Siamo di fronte a un regolamento di conti tra ex ministri visto che anche Venizelos, oggi presidente del Pasok, è stato responsabile delle Finanze oppure si sta scoperchiando uno dei più spinosi dossier dell'economia greca, quello dell'economia sommersa e dell'evasione? La stremata opinione pubblica greca pare credere che sia giunto il momento della resa dei conti sull'evasione fiscale di massa e sui politici che per decenni l'hanno blandita, permessa e forse a volte assecondata in prima persona affondando i conti pubblici.
La diagnosi del Brookings Institution è impietosa: c'è in Grecia un'economia sommersa pari al 27% del Pil e una corruzione pari all'8 per cento. Non solo. Secondo l'Fmi «il 75% dei lavoratori autonomi greci dichiarava meno di 12mila euro, limite sotto il quale scattava l'esenzione fiscale», ora il limite è stato ridotto a 5mila euro. Una evasione di massa, spudorata, che generava a sua volta corruzione e mancanza di senso dello Stato. Il fisco greco sembra un groviera tanto è pieno di buchi e scappatoie.

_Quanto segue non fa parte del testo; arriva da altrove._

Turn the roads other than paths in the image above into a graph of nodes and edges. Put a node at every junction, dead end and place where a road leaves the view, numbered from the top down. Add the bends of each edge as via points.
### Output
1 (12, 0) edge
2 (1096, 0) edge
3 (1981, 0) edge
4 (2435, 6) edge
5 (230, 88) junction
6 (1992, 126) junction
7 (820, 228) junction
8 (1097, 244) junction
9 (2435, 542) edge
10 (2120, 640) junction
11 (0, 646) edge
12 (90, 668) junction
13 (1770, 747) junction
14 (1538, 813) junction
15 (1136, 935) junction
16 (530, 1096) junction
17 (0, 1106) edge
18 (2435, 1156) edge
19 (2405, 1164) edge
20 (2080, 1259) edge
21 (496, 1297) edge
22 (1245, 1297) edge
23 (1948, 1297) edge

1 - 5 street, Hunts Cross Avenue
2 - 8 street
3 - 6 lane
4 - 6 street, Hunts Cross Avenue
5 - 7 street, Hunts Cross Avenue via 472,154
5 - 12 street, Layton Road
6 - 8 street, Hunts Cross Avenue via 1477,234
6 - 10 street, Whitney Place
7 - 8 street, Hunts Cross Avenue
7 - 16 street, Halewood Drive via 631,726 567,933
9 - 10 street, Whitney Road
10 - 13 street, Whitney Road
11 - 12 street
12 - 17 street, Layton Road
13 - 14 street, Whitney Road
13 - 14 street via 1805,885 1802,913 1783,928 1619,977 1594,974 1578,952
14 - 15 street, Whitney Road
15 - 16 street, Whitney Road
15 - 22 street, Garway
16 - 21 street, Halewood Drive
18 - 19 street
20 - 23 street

E non riesce ad incassare nemmeno un terzo di quanto eventualmente accerto.
Kenneth Rogoff e Carmen Reinhart (nel libro «Questa volta è diverso: otto secoli di follia finanziaria»), citano un dato che parla chiaro: Atene ha uno dei tassi di economia sommersa più alto di tutta Europa, pari al 30% del Pil. La cifra di Rogoff, ex capo economista del Fondo monetario internazionale, è vicina a quella di altri studiosi come Friedrich Schneider (si veda il grafico in pagina) dell'Università di Linz, che nel suo studio del 2012 («La dimensione dell'economia sommersa nei maggiori paesi Ocse» stima la quota dell'economia nera greca al 27%, mentre un rapporto di Danopoulos e Znidaric dekl 2008 azzarda quote oscillanti tra il 25% e 37% del Pil.
L'ex premier greco George Papandreou aveva stimato l'evasione fiscale greca in 30 miliardi di euro l'anno su un Pil di 280 miliardi di euro. Un'evasione di massa senza vergogna, che genera a sua volta corruzione e un deficit cronico nelle entrate.